Directions for this task. Return all the lines below in which the string "South" appears.

Listed records.
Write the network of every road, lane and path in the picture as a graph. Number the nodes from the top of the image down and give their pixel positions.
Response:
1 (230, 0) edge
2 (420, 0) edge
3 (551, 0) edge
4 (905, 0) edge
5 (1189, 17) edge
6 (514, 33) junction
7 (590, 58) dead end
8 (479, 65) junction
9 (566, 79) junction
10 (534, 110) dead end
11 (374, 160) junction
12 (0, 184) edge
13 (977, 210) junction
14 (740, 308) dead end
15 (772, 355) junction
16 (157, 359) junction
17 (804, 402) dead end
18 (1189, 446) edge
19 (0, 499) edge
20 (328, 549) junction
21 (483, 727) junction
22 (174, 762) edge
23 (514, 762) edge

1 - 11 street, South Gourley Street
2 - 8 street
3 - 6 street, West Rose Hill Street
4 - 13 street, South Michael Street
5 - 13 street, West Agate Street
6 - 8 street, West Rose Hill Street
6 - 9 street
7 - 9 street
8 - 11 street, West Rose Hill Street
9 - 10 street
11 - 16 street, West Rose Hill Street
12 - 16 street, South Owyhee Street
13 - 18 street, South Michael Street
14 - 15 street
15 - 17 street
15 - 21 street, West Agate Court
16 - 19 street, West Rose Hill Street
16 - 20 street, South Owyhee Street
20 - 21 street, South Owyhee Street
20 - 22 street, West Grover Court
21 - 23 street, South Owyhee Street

Answer below.
1 - 11 street, South Gourley Street
4 - 13 street, South Michael Street
12 - 16 street, South Owyhee Street
13 - 18 street, South Michael Street
16 - 20 street, South Owyhee Street
20 - 21 street, South Owyhee Street
21 - 23 street, South Owyhee Street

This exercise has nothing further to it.